NEUZA MACHADO - ESPLENDOR E DECADÊNCIA DO IMPÉRIO AMAZÔNICO
Conseqüentemente, vejo-me induzida a novamente
explicar as diferenças entre estética modernista (seja de que geração for) e
estética pós-modernista, principalmente no que se refira à ficção (computo duas
gerações pós-modernistas até ao momento; coloco a criatividade ficcional de
Rogel Samuel na Segunda Geração, atual): há diferenças marcantes entre ficção
modernista e ficção pós-modernista. Na ficção modernista da última fase
(creditada como terceira, a partir dos anos quarenta do século XX, mas avaliada
aqui como estética de transição para o pós-modernismo da Primeira Fase), há
presença do indivíduo-criador a guiar os leitores até “aos vagos clarões do
espírito”[i],
quando repenso aqui o direcionamento filosófico especialíssimo de Gaston
Bachelard. São os últimos modernistas (da transição dos anos quarenta ao início
dos anos sessenta) escritores epifânicos: João Guimarães Rosa, Clarice
Lispector, Lygia Fagundes Telles, entre outros. Esses ficcionistas
privilegiados alcançaram o direito de ultrapassagem dos cogitos (um: linear; e
dois: dialético) e de conviverem com o terceiro cogito do pensamento
individual. Estou a referir-me apenas aos escritores dos anos quarenta ao início
dos anos sessenta do século XX, já assinalados, ficcionistas ímpares,
distanciados das exigências moralistas próprias dos anteriores narradores
ficcionais da Era Moderna (desde o início do Gênero Narrativo Ficcional como
fenômeno da Era Moderna, ou seja, do início do século XVII até ao final do
século XIX). Aqueles (os ficcionistas do século XVII ao século XIX) iniciavam
seus escritos ficcionais com uma fórmula já elaborada, com princípio, meio e
fim, já com regras pré-concebidas, impositivas, de normas e exemplos de vida
comunitária, à moda da anterior Era Medieval, se me obrigo a repensar
livremente as palavras de Walter Benjamim[ii],
sobre o narrador ficcional (narrador exemplar) do início da Era Moderna. Tais
reflexões saem, também, de outras fontes do meu próprio cabedal de
conhecimento, uma vez que faço parte, irrestritamente, desta engrenagem
sócio-cultural pós-moderna interativa. Entretanto, há, neste meu patrimônio
intelectual intercambiável, uma vigorosa ligação teórico-reflexiva, embora
desde já reformulada, com o ainda importante ensaio de Walter Benjamim.
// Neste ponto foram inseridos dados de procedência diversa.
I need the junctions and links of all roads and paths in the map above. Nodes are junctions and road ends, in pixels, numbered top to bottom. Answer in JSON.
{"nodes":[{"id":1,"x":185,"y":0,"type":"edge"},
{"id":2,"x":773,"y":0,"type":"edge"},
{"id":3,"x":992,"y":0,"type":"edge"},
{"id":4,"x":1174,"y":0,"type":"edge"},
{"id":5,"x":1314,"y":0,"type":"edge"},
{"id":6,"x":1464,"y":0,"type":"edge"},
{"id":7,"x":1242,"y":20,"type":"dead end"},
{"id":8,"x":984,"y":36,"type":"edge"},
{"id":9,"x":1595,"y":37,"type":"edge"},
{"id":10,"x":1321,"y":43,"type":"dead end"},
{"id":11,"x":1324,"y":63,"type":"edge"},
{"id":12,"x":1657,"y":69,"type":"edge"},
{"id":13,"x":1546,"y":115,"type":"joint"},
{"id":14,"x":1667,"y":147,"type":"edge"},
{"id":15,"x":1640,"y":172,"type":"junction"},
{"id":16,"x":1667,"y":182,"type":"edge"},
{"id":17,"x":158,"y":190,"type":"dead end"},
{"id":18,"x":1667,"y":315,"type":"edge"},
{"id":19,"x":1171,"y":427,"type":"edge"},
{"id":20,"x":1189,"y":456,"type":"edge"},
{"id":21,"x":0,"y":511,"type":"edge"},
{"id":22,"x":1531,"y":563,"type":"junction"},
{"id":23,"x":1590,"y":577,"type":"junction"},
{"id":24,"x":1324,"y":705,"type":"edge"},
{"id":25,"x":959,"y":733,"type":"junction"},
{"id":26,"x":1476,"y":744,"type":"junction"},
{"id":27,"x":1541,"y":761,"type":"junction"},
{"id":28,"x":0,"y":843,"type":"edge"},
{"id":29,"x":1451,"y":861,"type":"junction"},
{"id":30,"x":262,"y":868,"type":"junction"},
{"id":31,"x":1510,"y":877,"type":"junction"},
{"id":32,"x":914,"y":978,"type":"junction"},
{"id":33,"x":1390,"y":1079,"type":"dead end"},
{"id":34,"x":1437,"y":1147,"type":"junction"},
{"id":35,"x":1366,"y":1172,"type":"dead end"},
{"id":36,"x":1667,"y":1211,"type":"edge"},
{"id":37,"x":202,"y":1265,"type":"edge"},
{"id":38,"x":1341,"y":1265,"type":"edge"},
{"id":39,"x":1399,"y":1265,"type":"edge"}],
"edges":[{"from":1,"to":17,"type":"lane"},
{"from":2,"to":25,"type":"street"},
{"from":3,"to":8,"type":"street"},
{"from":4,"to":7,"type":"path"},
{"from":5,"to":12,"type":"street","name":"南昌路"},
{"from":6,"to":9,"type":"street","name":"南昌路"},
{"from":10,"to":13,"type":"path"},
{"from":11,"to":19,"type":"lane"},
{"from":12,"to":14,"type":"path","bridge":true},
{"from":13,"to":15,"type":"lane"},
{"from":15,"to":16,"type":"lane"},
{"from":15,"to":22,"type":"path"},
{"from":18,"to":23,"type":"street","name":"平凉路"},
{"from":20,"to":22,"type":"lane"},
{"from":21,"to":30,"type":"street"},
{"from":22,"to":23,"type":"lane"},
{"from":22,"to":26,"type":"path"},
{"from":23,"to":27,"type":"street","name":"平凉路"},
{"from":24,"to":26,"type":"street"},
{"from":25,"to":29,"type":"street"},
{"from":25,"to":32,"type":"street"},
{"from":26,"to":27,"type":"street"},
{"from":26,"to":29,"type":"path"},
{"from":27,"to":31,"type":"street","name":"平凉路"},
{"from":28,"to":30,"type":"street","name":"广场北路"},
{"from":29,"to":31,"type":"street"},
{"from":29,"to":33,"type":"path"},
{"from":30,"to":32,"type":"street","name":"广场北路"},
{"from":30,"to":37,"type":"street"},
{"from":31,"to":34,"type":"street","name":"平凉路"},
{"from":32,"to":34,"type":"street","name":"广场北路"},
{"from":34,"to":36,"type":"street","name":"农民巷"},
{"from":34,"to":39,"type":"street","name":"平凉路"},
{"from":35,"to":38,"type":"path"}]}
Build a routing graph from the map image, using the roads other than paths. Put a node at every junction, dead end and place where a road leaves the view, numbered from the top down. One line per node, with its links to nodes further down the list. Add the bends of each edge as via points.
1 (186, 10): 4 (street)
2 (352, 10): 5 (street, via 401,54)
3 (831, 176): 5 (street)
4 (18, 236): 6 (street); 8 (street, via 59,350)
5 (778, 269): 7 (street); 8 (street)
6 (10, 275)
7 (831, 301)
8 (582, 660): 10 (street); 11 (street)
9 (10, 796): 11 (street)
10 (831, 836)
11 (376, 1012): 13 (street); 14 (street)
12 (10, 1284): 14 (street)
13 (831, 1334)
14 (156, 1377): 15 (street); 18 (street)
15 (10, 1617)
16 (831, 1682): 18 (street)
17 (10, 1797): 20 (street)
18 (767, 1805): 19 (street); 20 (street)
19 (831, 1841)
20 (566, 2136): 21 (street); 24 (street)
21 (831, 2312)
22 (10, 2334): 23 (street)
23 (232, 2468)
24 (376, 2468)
E, uma vez que me refiro a Walter Benjamim, faz-se
necessário explicar que ele repensou sociologicamente e historicamente os
narradores ficcionais da Era Moderna, percebendo-os como narradores (prosadores)
saudosistas de um passado de glórias mítico-sociais (mesmo que, assim, não seja
visível, ao longo de seu texto, escrito antes do término dos anos quarenta).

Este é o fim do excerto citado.